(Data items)

------------------------------------------------

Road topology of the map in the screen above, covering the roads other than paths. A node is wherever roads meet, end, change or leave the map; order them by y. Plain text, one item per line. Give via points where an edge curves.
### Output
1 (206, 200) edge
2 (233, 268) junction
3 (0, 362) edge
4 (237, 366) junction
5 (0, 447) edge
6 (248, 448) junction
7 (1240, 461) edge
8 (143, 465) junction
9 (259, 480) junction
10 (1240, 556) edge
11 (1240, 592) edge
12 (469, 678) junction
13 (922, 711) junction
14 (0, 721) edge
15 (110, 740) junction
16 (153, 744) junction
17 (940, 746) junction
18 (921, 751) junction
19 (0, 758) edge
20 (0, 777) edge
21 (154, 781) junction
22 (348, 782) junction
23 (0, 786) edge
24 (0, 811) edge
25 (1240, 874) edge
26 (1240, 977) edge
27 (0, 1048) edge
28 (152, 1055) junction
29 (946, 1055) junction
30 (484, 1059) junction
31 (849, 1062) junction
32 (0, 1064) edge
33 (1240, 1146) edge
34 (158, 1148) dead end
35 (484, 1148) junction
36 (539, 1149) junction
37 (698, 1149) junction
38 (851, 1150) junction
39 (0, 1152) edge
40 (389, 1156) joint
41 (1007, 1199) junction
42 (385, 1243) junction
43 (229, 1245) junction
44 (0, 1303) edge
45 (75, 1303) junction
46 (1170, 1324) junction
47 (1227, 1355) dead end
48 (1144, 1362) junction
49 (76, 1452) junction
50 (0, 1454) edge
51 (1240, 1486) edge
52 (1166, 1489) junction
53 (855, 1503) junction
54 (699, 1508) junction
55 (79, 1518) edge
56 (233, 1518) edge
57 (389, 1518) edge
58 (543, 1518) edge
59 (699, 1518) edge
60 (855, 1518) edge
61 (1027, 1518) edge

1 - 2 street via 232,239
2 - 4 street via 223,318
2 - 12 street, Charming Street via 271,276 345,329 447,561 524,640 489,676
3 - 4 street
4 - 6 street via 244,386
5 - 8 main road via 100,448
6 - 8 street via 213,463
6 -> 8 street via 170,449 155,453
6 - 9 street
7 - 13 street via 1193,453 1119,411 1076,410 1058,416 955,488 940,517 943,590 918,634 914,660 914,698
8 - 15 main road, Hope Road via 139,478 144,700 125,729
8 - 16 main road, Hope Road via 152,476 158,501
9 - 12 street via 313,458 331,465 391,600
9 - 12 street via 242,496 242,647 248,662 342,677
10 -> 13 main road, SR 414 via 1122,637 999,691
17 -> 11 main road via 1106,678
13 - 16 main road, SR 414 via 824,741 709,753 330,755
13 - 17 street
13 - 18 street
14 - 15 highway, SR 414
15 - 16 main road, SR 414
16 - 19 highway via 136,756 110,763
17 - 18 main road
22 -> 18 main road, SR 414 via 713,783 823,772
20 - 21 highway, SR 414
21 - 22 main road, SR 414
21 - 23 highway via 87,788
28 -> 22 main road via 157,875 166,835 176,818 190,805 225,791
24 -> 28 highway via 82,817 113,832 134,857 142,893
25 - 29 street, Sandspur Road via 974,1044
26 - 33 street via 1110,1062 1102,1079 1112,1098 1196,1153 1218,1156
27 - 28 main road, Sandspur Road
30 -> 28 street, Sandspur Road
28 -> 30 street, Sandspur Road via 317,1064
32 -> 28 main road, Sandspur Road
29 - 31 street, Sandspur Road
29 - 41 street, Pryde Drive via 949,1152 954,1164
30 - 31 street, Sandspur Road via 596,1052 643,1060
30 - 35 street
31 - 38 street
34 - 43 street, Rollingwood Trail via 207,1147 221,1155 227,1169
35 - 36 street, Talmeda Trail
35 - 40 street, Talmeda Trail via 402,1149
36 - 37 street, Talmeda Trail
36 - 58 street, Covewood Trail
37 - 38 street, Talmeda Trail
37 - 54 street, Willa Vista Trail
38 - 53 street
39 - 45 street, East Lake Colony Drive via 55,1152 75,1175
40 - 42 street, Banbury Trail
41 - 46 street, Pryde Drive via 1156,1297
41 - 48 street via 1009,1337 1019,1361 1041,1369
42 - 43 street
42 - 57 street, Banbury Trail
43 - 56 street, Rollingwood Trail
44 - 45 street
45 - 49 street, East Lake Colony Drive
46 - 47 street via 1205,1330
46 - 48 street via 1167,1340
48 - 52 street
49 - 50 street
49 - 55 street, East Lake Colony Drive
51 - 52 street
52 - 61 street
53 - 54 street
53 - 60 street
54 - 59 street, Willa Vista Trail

------------------------------------------------

### [WHAT TO WORK ON]
Would you retype the records above without changing a word?

### [COMPLETED EXERCISE]
Road topology of the map in the screen above, covering the roads other than paths. A node is wherever roads meet, end, change or leave the map; order them by y. Plain text, one item per line. Give via points where an edge curves.
### Output
1 (206, 200) edge
2 (233, 268) junction
3 (0, 362) edge
4 (237, 366) junction
5 (0, 447) edge
6 (248, 448) junction
7 (1240, 461) edge
8 (143, 465) junction
9 (259, 480) junction
10 (1240, 556) edge
11 (1240, 592) edge
12 (469, 678) junction
13 (922, 711) junction
14 (0, 721) edge
15 (110, 740) junction
16 (153, 744) junction
17 (940, 746) junction
18 (921, 751) junction
19 (0, 758) edge
20 (0, 777) edge
21 (154, 781) junction
22 (348, 782) junction
23 (0, 786) edge
24 (0, 811) edge
25 (1240, 874) edge
26 (1240, 977) edge
27 (0, 1048) edge
28 (152, 1055) junction
29 (946, 1055) junction
30 (484, 1059) junction
31 (849, 1062) junction
32 (0, 1064) edge
33 (1240, 1146) edge
34 (158, 1148) dead end
35 (484, 1148) junction
36 (539, 1149) junction
37 (698, 1149) junction
38 (851, 1150) junction
39 (0, 1152) edge
40 (389, 1156) joint
41 (1007, 1199) junction
42 (385, 1243) junction
43 (229, 1245) junction
44 (0, 1303) edge
45 (75, 1303) junction
46 (1170, 1324) junction
47 (1227, 1355) dead end
48 (1144, 1362) junction
49 (76, 1452) junction
50 (0, 1454) edge
51 (1240, 1486) edge
52 (1166, 1489) junction
53 (855, 1503) junction
54 (699, 1508) junction
55 (79, 1518) edge
56 (233, 1518) edge
57 (389, 1518) edge
58 (543, 1518) edge
59 (699, 1518) edge
60 (855, 1518) edge
61 (1027, 1518) edge

1 - 2 street via 232,239
2 - 4 street via 223,318
2 - 12 street, Charming Street via 271,276 345,329 447,561 524,640 489,676
3 - 4 street
4 - 6 street via 244,386
5 - 8 main road via 100,448
6 - 8 street via 213,463
6 -> 8 street via 170,449 155,453
6 - 9 street
7 - 13 street via 1193,453 1119,411 1076,410 1058,416 955,488 940,517 943,590 918,634 914,660 914,698
8 - 15 main road, Hope Road via 139,478 144,700 125,729
8 - 16 main road, Hope Road via 152,476 158,501
9 - 12 street via 313,458 331,465 391,600
9 - 12 street via 242,496 242,647 248,662 342,677
10 -> 13 main road, SR 414 via 1122,637 999,691
17 -> 11 main road via 1106,678
13 - 16 main road, SR 414 via 824,741 709,753 330,755
13 - 17 street
13 - 18 street
14 - 15 highway, SR 414
15 - 16 main road, SR 414
16 - 19 highway via 136,756 110,763
17 - 18 main road
22 -> 18 main road, SR 414 via 713,783 823,772
20 - 21 highway, SR 414
21 - 22 main road, SR 414
21 - 23 highway via 87,788
28 -> 22 main road via 157,875 166,835 176,818 190,805 225,791
24 -> 28 highway via 82,817 113,832 134,857 142,893
25 - 29 street, Sandspur Road via 974,1044
26 - 33 street via 1110,1062 1102,1079 1112,1098 1196,1153 1218,1156
27 - 28 main road, Sandspur Road
30 -> 28 street, Sandspur Road
28 -> 30 street, Sandspur Road via 317,1064
32 -> 28 main road, Sandspur Road
29 - 31 street, Sandspur Road
29 - 41 street, Pryde Drive via 949,1152 954,1164
30 - 31 street, Sandspur Road via 596,1052 643,1060
30 - 35 street
31 - 38 street
34 - 43 street, Rollingwood Trail via 207,1147 221,1155 227,1169
35 - 36 street, Talmeda Trail
35 - 40 street, Talmeda Trail via 402,1149
36 - 37 street, Talmeda Trail
36 - 58 street, Covewood Trail
37 - 38 street, Talmeda Trail
37 - 54 street, Willa Vista Trail
38 - 53 street
39 - 45 street, East Lake Colony Drive via 55,1152 75,1175
40 - 42 street, Banbury Trail
41 - 46 street, Pryde Drive via 1156,1297
41 - 48 street via 1009,1337 1019,1361 1041,1369
42 - 43 street
42 - 57 street, Banbury Trail
43 - 56 street, Rollingwood Trail
44 - 45 street
45 - 49 street, East Lake Colony Drive
46 - 47 street via 1205,1330
46 - 48 street via 1167,1340
48 - 52 street
49 - 50 street
49 - 55 street, East Lake Colony Drive
51 - 52 street
52 - 61 street
53 - 54 street
53 - 60 street
54 - 59 street, Willa Vista Trail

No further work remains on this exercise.